-------- DATA FOR ANALYSIS
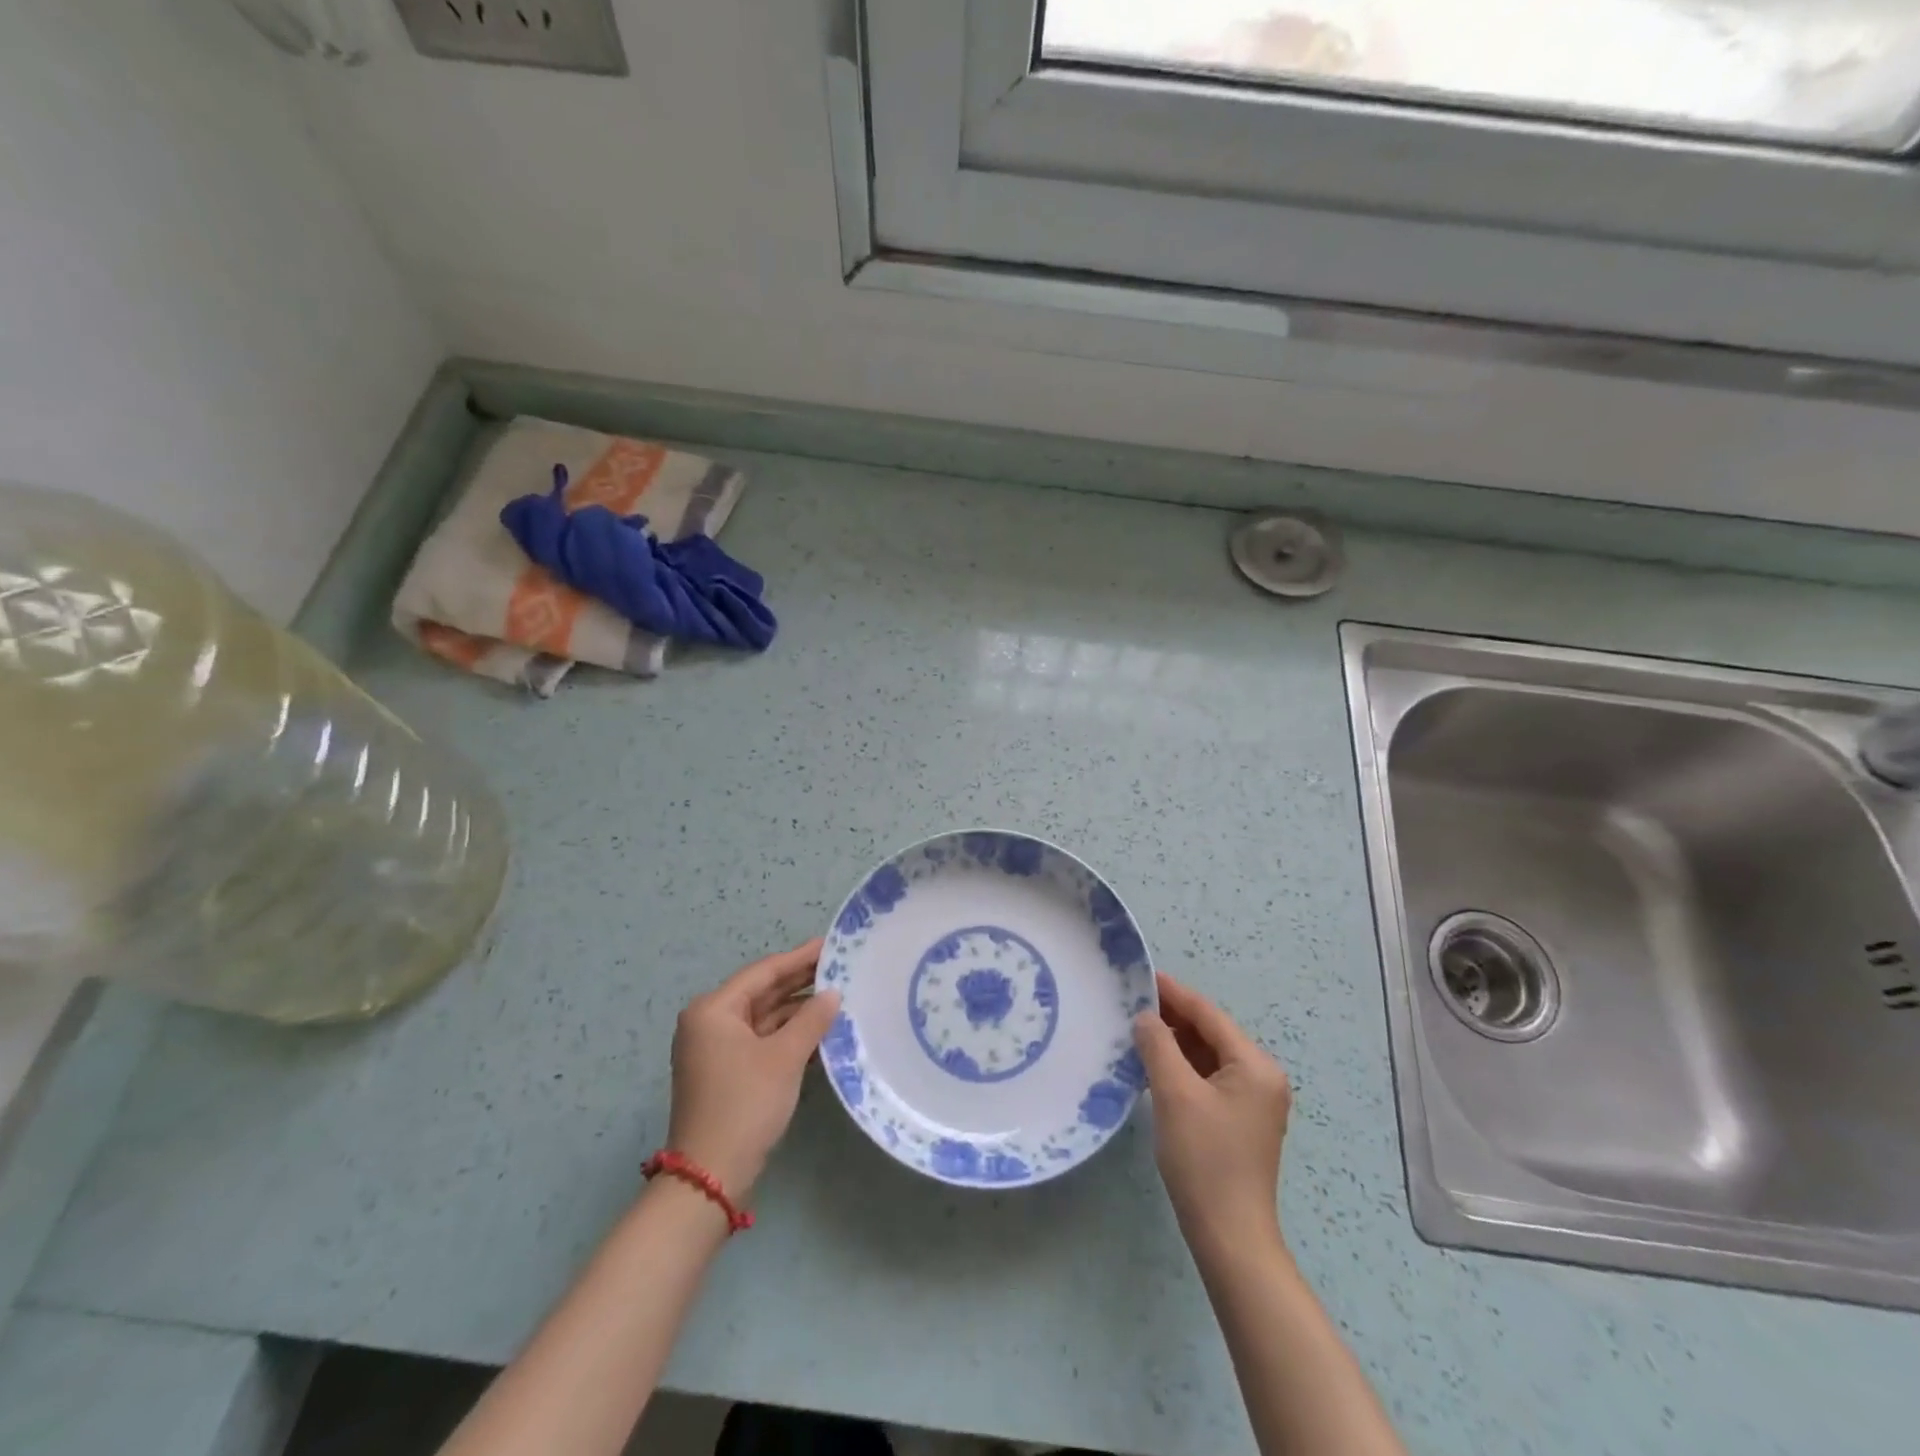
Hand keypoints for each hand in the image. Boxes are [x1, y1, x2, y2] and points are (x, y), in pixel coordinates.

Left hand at [666, 940, 841, 1199]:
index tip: (829, 944)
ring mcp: (715, 1049)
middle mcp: (709, 1023)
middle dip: (799, 982)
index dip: (799, 958)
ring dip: (796, 1010)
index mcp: (713, 1010)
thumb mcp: (784, 1057)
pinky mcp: (725, 1072)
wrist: (710, 1175)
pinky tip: (819, 1030)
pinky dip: (787, 1034)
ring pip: (762, 1018)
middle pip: (761, 993)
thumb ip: (811, 1019)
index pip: (763, 973)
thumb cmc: (745, 1103)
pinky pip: (760, 1040)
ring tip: (836, 996)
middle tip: (838, 966)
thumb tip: (833, 994)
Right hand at [1132, 970, 1291, 1256]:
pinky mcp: (1239, 1122)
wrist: (1230, 1237)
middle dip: (1172, 1017)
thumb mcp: (1174, 1094)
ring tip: (1136, 1028)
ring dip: (1175, 1043)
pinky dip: (1182, 1068)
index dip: (1174, 993)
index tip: (1142, 975)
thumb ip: (1158, 1045)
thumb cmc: (1204, 1159)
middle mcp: (1261, 1077)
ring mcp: (1253, 1102)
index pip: (1208, 1015)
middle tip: (1131, 1002)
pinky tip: (1153, 1065)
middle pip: (1211, 1033)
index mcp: (1255, 1065)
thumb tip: (1145, 1016)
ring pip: (1208, 1057)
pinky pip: (1208, 1079)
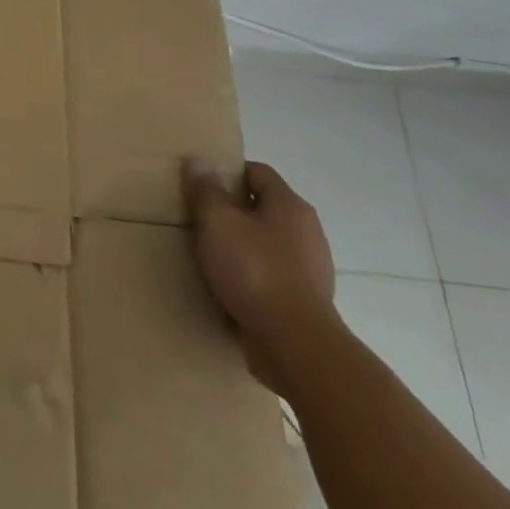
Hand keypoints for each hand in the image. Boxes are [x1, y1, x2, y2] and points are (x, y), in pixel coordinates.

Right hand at [183, 158, 338, 393]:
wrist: (296, 347)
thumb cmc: (255, 272)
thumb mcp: (217, 223)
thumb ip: (206, 191)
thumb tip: (198, 161)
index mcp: (290, 206)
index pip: (258, 172)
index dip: (228, 173)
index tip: (201, 186)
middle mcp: (307, 232)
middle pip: (262, 208)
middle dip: (231, 212)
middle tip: (199, 220)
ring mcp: (311, 269)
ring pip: (267, 244)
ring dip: (241, 246)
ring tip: (209, 256)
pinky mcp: (305, 301)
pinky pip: (272, 276)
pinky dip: (251, 276)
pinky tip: (228, 287)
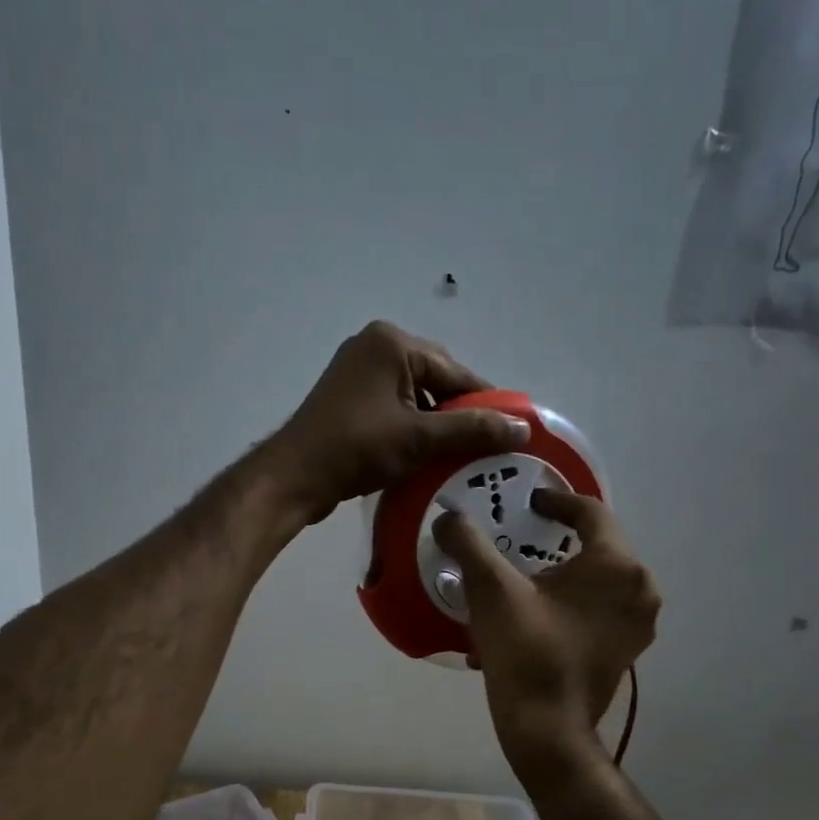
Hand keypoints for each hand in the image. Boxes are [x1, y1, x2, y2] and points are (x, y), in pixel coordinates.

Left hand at [264, 321, 532, 523]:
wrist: (295, 476)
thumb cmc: (357, 448)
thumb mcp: (420, 439)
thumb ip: (472, 429)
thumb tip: (523, 429)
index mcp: (393, 342)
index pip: (456, 372)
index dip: (486, 403)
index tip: (512, 432)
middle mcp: (375, 346)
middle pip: (437, 380)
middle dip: (459, 414)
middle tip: (483, 449)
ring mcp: (358, 371)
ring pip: (416, 396)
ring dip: (436, 424)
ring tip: (457, 456)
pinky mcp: (349, 397)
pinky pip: (394, 406)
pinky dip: (412, 427)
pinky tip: (425, 454)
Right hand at [434, 489, 659, 761]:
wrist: (547, 729)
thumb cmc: (526, 651)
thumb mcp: (490, 589)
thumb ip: (468, 543)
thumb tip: (448, 517)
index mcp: (617, 566)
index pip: (591, 513)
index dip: (557, 501)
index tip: (530, 502)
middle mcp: (640, 590)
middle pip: (597, 547)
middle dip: (556, 541)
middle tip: (522, 538)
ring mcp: (636, 625)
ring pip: (595, 583)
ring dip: (560, 576)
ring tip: (521, 580)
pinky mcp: (625, 651)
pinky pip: (595, 612)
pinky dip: (566, 606)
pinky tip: (529, 619)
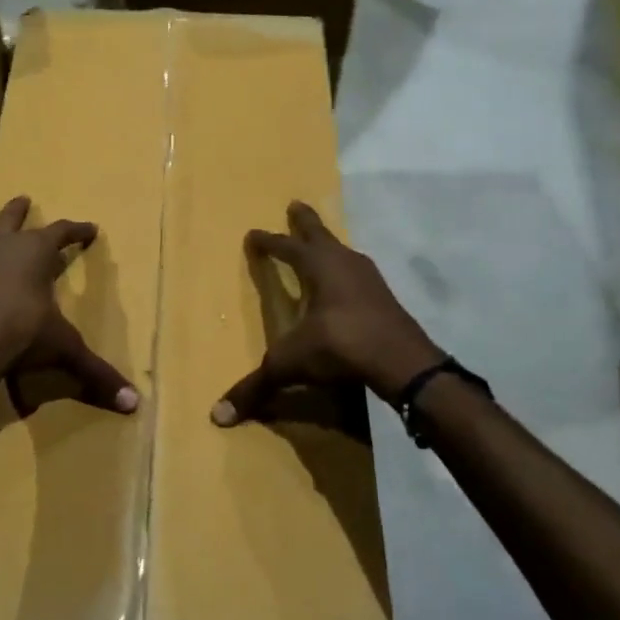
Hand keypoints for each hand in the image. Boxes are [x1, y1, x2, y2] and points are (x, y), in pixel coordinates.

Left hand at [0, 195, 138, 414]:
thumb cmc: (22, 335)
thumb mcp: (64, 350)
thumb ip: (96, 373)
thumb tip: (134, 404)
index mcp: (35, 253)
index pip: (61, 232)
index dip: (77, 230)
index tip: (91, 229)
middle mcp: (3, 250)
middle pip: (12, 220)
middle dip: (20, 211)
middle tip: (24, 198)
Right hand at [212, 201, 443, 425]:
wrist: (402, 362)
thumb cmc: (341, 346)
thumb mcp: (292, 364)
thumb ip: (257, 386)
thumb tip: (218, 416)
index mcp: (319, 267)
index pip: (286, 248)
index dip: (268, 242)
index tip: (253, 234)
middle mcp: (345, 263)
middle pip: (320, 234)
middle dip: (305, 221)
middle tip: (295, 204)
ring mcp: (370, 279)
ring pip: (343, 253)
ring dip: (328, 246)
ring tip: (320, 245)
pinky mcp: (385, 299)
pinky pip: (358, 275)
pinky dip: (345, 272)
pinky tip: (345, 285)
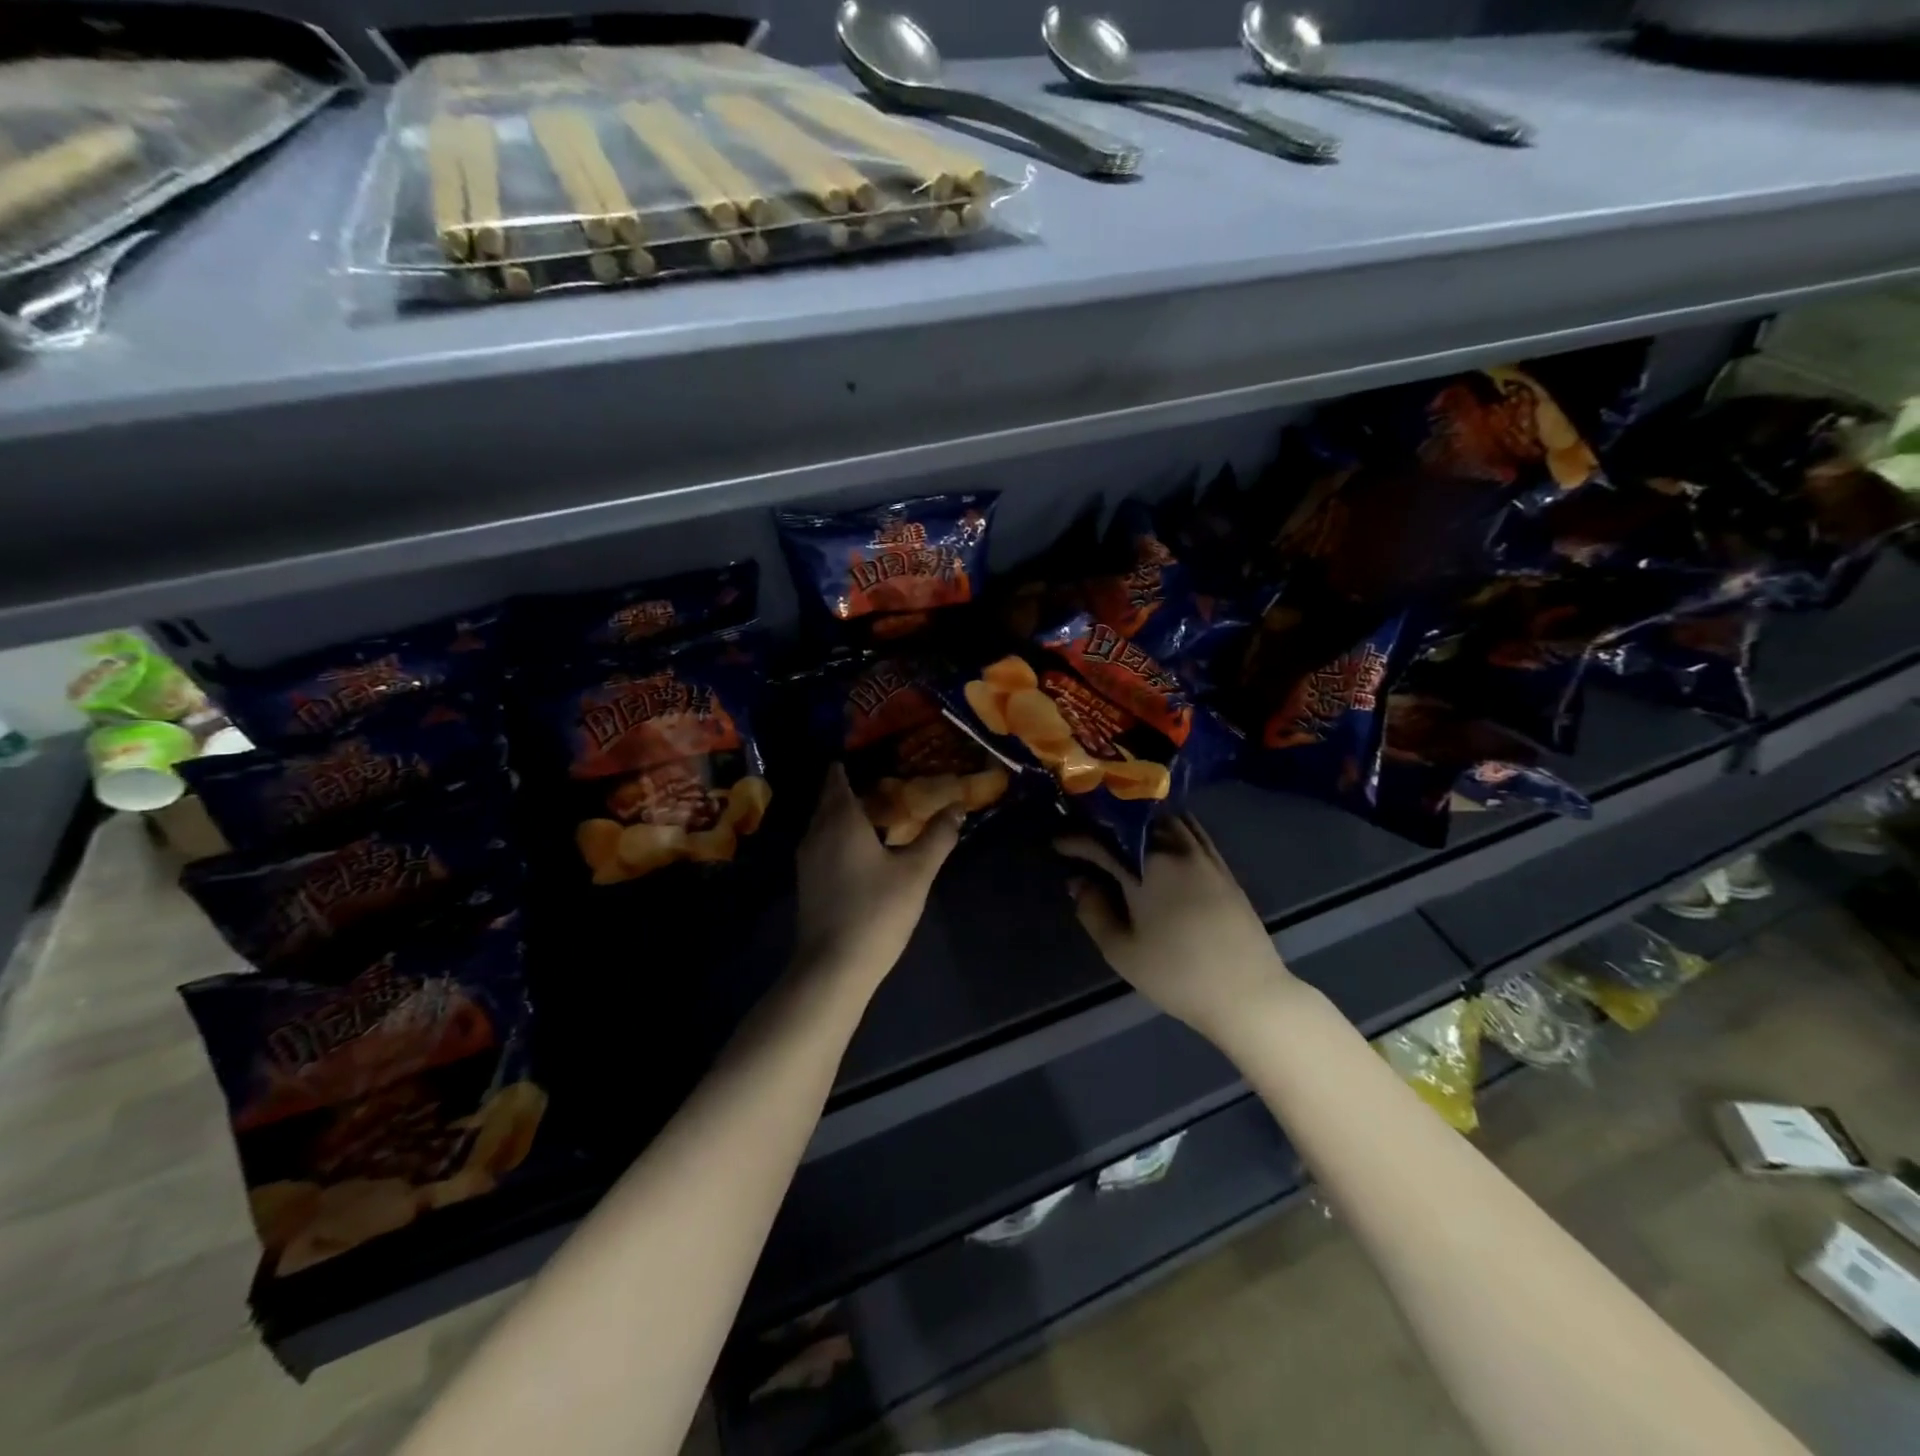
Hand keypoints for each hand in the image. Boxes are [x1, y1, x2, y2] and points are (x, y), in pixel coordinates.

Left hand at [794, 765, 960, 988]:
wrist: (833, 966)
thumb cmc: (876, 911)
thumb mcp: (916, 872)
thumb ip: (937, 837)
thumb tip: (958, 807)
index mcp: (840, 820)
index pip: (837, 778)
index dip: (850, 764)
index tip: (872, 755)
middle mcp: (816, 832)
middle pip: (830, 800)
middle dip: (853, 788)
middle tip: (887, 782)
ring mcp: (807, 859)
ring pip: (825, 823)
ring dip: (847, 814)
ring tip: (879, 813)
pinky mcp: (807, 881)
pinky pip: (823, 843)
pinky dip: (840, 835)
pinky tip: (864, 848)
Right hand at [1058, 817, 1294, 1041]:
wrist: (1247, 993)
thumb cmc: (1177, 975)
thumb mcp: (1122, 951)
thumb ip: (1093, 911)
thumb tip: (1078, 882)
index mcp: (1147, 868)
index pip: (1102, 843)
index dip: (1075, 841)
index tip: (1057, 844)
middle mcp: (1175, 850)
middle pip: (1136, 821)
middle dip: (1107, 822)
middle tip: (1088, 831)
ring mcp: (1203, 856)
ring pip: (1166, 820)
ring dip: (1139, 818)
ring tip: (1121, 827)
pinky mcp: (1223, 867)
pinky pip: (1192, 830)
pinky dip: (1170, 825)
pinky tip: (1161, 835)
----------------
● **EXERCISE DIRECTIONS**
With the pictures omitted, copy exactly the lines of the listing above starting at the line containing "thumb tip: (1145, 1016)" and ending at the line containing "middle dip: (231, 212)", both included.

● **EXERCISE RESPONSE**
thumb tip: (1145, 1016)
ring pip: (1208, 1057)
pinky pip: (1208, 1079)
Hand keypoints for each hand in the image. Boxes are [x1, y1, x2, y2] and points are (x, y), in pixel coordinates.

Right hand at [183, 158, 338, 393]:
wrist: (296, 347)
thumb cmc: (255, 272)
thumb mcp: (217, 223)
thumb ip: (206, 191)
thumb tip: (198, 161)
index mcp: (290, 206)
index pip: (258, 172)
index dip: (228, 173)
index tip: (201, 186)
middle mcp: (307, 232)
middle pip: (262, 208)
middle dip: (231, 212)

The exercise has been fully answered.